“If you carry on with failed policies of the past which perpetuated poverty, you’ll end up with the same thing"
The General Secretary of the RMT, Mick Lynch, has warned the Labour government not to replicate Tory policies, as the party says that tough times lie ahead after inheriting a fiscal black hole from the Tories.
Speaking exclusively to LFF, Lynch warned that ‘if you use Tory rules you’re going to get Tory policies’, after the Labour Party received criticism for policies such as its refusal thus far to remove the two-child benefit cap and cuts to winter fuel payments.
Chancellor Rachel Reeves has said that the government has inherited a £22bn black hole, a claim backed by the IFS. The party has said it will only back policies it can fund and will not take risks with the public finances.
Lynch told LFF: “If you carry on with failed policies of the past which perpetuated poverty, you’ll end up with the same thing, on all the issues that are facing us, whether it’s welfare funding or investment in our infrastructure or the economic growth that they are talking about, they’re not going to get that unless they raise the revenue and invest.

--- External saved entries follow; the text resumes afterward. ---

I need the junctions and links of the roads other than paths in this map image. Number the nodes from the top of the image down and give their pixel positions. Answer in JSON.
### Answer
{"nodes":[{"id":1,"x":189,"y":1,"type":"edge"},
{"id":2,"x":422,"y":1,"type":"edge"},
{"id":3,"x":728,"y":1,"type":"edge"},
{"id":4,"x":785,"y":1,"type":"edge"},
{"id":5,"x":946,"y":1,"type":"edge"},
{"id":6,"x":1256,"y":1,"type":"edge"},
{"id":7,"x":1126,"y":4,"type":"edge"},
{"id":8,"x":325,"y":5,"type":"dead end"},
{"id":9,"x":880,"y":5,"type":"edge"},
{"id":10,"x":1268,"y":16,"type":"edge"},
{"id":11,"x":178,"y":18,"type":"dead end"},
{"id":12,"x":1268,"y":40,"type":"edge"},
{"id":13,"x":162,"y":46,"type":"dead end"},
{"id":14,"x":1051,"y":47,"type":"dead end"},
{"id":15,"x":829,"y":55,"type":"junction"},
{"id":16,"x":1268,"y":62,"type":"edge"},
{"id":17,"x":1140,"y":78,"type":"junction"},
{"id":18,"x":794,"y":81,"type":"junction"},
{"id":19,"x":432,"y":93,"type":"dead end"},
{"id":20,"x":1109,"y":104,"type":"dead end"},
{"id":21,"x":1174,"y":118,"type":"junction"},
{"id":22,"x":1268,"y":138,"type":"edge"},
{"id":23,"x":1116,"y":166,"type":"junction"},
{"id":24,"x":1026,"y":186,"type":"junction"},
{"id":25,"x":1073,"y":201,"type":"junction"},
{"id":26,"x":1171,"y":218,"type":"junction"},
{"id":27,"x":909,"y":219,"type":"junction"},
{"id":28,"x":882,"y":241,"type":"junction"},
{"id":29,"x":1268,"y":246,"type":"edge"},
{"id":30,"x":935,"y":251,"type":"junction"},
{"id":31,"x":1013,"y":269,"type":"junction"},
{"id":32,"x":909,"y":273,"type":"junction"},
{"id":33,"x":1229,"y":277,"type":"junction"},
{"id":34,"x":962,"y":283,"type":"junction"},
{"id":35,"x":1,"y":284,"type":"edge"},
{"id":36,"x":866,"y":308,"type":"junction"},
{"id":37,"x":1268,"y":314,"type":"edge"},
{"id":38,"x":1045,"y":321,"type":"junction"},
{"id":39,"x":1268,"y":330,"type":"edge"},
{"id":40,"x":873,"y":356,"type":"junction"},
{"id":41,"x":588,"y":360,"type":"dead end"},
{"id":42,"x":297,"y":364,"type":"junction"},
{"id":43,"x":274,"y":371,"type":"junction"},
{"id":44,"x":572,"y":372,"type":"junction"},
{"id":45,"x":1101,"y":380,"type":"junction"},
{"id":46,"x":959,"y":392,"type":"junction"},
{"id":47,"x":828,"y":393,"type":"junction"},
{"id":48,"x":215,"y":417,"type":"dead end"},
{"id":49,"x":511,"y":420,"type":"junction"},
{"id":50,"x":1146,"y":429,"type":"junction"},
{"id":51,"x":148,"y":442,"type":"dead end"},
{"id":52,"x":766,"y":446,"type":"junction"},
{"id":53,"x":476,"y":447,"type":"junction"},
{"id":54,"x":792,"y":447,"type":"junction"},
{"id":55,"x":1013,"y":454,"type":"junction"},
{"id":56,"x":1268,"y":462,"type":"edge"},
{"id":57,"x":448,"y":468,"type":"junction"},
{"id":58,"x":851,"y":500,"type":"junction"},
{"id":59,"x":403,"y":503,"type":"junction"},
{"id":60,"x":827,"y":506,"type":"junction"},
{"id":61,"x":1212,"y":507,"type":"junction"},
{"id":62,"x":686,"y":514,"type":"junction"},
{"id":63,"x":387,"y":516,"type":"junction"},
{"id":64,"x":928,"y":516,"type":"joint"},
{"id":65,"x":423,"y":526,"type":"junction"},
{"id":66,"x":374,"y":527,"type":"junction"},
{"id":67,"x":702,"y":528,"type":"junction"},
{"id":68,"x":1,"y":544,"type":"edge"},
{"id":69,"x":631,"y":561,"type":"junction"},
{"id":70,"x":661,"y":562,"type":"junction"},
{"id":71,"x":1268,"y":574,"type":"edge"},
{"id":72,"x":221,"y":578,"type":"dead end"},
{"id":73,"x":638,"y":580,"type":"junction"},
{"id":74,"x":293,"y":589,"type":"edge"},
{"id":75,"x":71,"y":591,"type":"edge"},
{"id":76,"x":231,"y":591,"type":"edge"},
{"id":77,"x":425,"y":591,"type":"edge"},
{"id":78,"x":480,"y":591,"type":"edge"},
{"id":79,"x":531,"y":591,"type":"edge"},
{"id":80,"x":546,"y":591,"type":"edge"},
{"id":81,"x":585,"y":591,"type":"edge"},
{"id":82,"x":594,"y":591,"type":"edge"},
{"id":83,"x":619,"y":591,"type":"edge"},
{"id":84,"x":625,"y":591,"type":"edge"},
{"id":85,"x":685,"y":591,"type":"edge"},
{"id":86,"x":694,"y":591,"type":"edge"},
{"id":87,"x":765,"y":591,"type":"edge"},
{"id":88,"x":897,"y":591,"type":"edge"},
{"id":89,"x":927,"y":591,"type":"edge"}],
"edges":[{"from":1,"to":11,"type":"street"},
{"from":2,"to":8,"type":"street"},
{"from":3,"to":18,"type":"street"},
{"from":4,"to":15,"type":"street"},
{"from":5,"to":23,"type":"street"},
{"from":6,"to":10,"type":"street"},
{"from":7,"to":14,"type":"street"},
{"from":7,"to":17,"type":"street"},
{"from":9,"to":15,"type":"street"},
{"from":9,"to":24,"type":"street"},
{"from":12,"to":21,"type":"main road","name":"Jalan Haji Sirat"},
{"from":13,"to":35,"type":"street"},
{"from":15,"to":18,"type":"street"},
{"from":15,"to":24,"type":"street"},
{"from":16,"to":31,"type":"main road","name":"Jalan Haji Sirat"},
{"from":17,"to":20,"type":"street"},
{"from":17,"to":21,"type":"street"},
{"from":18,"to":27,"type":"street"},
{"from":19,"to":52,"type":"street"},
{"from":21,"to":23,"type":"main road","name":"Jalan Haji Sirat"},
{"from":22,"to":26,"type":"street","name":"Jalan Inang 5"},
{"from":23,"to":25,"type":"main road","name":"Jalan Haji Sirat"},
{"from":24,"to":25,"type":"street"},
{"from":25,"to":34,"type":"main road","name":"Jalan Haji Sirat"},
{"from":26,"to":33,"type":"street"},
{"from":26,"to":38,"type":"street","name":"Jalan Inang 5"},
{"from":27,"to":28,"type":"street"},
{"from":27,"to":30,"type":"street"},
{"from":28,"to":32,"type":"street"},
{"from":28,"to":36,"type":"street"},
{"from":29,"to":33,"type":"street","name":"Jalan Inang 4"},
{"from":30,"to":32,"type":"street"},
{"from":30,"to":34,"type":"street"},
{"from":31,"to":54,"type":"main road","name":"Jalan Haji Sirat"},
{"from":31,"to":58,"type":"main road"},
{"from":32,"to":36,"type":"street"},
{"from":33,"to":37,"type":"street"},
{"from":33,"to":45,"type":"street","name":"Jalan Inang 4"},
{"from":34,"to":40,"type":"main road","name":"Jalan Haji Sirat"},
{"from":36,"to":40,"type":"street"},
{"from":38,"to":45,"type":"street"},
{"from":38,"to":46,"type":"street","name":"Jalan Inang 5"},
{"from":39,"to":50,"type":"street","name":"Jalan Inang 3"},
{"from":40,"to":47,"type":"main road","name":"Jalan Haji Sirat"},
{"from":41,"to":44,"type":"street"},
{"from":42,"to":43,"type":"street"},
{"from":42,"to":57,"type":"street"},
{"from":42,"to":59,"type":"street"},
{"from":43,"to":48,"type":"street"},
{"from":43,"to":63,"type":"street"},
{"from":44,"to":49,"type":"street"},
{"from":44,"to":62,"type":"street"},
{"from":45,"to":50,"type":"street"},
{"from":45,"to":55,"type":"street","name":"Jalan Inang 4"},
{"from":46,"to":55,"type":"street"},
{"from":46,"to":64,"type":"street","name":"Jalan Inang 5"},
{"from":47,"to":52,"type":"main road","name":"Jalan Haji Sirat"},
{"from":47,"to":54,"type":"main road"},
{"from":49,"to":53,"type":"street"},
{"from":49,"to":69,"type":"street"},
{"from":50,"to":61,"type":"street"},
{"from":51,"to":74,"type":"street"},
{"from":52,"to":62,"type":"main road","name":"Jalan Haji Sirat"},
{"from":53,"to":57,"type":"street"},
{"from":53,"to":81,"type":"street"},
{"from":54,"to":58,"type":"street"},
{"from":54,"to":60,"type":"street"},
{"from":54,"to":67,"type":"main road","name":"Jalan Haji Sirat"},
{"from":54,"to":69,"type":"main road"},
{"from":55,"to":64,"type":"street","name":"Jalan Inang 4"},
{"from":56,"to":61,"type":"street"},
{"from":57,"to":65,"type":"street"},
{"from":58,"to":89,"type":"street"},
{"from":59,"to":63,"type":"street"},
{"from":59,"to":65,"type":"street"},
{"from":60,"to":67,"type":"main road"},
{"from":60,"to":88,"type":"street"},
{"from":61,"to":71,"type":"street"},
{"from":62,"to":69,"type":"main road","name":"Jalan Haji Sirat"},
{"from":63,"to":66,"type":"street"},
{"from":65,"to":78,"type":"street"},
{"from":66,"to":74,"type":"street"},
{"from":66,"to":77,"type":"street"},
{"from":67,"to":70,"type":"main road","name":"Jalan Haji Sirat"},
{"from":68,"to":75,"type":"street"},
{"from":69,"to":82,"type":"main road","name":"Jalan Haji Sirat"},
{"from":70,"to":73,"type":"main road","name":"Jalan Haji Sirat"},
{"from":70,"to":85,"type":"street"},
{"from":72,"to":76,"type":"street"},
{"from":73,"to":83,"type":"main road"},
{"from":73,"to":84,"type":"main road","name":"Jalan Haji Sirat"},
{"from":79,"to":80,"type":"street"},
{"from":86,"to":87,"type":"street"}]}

“We’ve been calling for an alternative economic strategy and industrial strategy and that’s what will help the country and resolve the problems we face.”

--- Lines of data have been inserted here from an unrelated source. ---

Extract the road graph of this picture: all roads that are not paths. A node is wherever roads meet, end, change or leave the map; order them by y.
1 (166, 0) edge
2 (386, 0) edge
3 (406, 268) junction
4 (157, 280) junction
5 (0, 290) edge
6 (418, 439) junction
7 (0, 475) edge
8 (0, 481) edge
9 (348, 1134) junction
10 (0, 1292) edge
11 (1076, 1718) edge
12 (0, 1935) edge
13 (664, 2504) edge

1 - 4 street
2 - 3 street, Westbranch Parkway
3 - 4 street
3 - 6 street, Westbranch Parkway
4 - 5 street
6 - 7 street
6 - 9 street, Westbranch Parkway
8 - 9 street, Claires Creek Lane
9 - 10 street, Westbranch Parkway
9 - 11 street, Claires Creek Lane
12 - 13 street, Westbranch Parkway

He did however ask for people to give the new government more time: “They’ve only been in 10 weeks and they can turn things around, they’ve got to make a new decision on these policies in my view and we’ve got to persuade them to do that and they’ve got to come up with a tax policy that is efficient.”

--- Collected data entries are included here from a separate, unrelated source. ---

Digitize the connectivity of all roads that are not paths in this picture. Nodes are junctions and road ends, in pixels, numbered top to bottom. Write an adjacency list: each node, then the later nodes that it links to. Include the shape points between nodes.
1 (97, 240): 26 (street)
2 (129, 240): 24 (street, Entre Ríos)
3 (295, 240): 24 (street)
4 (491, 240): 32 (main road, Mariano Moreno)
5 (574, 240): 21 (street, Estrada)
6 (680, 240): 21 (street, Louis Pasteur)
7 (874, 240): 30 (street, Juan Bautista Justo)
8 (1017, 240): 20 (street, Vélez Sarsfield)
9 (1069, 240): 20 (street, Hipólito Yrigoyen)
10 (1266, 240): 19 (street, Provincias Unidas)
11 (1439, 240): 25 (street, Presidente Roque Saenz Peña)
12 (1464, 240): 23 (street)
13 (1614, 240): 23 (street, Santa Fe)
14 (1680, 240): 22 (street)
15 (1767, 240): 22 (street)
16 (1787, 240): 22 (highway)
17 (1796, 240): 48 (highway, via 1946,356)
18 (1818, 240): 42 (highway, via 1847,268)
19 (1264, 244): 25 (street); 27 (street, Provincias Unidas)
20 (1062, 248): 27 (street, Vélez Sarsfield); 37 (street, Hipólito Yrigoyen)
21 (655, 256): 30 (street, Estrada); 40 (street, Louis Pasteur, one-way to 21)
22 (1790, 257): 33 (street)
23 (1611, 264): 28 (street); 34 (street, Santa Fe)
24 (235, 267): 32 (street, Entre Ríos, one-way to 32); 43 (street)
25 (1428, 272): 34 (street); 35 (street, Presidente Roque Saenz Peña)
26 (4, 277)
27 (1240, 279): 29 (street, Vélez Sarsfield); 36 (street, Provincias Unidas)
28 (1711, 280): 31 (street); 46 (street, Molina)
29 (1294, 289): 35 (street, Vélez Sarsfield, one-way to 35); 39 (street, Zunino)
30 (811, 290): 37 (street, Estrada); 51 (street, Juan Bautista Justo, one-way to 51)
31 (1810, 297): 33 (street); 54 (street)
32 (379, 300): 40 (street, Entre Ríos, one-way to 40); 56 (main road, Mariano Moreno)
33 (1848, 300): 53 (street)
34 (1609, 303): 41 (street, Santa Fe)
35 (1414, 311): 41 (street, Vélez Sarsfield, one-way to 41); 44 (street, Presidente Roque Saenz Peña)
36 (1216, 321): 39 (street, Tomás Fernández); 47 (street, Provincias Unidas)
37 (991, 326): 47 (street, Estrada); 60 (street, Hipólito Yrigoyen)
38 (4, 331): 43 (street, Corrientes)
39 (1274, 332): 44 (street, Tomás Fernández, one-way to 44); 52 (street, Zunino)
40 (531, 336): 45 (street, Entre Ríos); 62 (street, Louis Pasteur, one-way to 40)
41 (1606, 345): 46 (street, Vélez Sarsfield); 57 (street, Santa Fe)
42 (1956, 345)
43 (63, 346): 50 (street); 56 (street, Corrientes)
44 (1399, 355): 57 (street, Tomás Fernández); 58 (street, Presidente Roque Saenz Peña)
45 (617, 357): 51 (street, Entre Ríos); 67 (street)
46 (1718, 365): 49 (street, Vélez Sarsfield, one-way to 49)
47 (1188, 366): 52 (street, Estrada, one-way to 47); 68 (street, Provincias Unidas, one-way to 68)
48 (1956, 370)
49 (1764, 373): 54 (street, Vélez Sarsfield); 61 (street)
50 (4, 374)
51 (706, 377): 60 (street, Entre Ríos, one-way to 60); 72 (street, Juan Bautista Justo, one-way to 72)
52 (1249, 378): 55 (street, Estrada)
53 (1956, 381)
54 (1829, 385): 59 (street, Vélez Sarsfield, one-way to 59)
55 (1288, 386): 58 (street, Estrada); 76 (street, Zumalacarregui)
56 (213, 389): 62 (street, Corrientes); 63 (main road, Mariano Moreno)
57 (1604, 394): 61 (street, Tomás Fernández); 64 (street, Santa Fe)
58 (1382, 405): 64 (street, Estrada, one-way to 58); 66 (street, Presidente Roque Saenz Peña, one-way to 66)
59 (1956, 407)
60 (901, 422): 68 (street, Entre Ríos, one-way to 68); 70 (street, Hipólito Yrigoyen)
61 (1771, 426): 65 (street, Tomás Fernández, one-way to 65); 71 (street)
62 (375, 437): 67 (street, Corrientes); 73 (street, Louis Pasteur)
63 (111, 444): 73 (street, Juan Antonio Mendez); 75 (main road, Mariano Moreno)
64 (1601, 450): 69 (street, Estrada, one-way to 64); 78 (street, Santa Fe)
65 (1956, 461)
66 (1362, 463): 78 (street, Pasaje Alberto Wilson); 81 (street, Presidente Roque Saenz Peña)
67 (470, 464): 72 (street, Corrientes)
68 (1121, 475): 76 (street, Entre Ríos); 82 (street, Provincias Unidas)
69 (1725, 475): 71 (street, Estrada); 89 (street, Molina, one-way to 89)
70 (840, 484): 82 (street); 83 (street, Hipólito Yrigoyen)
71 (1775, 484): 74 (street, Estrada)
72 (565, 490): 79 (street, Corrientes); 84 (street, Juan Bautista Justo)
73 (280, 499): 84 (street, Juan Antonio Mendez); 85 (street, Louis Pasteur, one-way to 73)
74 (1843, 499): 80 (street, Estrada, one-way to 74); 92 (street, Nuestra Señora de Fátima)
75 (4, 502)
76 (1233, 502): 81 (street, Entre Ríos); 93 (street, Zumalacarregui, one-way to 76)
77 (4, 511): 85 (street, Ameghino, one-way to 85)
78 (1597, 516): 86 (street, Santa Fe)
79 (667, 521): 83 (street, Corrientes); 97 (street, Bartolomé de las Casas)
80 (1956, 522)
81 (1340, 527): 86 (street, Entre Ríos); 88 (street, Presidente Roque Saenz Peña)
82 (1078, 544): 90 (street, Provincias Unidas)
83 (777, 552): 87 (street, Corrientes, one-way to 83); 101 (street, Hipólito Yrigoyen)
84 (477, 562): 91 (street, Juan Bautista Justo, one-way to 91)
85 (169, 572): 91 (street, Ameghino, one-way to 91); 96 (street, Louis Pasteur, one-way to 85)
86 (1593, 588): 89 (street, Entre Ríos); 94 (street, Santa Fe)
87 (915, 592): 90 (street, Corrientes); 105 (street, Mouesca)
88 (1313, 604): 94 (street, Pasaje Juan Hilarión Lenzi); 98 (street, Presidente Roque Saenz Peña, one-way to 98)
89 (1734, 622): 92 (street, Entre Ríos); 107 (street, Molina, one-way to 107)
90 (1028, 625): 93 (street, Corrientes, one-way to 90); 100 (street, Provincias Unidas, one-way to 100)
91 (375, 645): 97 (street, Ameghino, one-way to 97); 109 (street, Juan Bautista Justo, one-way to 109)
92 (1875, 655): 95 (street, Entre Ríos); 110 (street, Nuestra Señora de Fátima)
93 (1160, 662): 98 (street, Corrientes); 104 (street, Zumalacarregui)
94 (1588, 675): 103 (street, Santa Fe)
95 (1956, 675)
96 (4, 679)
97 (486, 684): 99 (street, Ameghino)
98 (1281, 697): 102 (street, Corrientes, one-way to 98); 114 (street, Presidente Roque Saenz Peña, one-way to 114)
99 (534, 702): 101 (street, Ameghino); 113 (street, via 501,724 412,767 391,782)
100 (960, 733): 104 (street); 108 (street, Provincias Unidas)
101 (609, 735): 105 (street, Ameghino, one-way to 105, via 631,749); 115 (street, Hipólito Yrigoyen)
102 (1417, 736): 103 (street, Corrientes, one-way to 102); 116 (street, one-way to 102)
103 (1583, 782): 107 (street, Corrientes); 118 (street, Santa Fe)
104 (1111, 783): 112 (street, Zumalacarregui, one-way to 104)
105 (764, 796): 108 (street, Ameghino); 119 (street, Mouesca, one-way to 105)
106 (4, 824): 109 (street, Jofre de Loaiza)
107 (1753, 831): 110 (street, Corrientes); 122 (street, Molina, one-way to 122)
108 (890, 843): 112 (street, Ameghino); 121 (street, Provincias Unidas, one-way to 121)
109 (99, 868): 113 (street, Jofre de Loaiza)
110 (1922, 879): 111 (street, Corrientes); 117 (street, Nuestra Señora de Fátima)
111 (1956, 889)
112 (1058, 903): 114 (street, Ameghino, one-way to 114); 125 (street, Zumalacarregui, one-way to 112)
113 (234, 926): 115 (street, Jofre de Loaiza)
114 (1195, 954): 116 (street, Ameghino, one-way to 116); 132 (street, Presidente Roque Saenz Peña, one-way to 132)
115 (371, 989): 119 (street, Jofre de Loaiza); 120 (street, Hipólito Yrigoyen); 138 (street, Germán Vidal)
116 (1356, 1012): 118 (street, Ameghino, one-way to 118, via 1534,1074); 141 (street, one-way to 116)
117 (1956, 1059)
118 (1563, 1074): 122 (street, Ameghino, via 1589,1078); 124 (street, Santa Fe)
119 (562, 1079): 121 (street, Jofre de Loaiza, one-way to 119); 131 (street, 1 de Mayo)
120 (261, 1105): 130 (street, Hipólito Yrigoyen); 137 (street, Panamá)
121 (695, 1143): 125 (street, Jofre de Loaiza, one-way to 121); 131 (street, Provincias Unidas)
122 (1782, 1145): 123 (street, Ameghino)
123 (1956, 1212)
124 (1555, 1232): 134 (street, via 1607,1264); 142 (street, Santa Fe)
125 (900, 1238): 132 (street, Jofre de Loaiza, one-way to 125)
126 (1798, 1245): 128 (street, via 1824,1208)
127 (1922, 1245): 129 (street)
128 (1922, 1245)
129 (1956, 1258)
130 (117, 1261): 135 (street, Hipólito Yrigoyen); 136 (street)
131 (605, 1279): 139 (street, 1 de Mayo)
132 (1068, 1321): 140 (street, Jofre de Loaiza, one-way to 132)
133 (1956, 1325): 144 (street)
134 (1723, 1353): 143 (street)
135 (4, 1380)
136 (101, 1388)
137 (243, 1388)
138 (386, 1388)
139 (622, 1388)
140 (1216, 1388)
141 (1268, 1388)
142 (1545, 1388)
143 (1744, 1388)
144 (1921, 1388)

Asked about whether he thought Labour’s New Deal for Workers goes far enough, he replied: “It won’t go far enough in the first instance, we need continuous cycles of legislation, what the Tories did to us from 1980s onwards was to bring in constant rounds of trade unions reforms, so this is the first instalment and the RMT is looking for more instalments.
“It doesn’t go far enough but that doesn’t mean it’s not good.”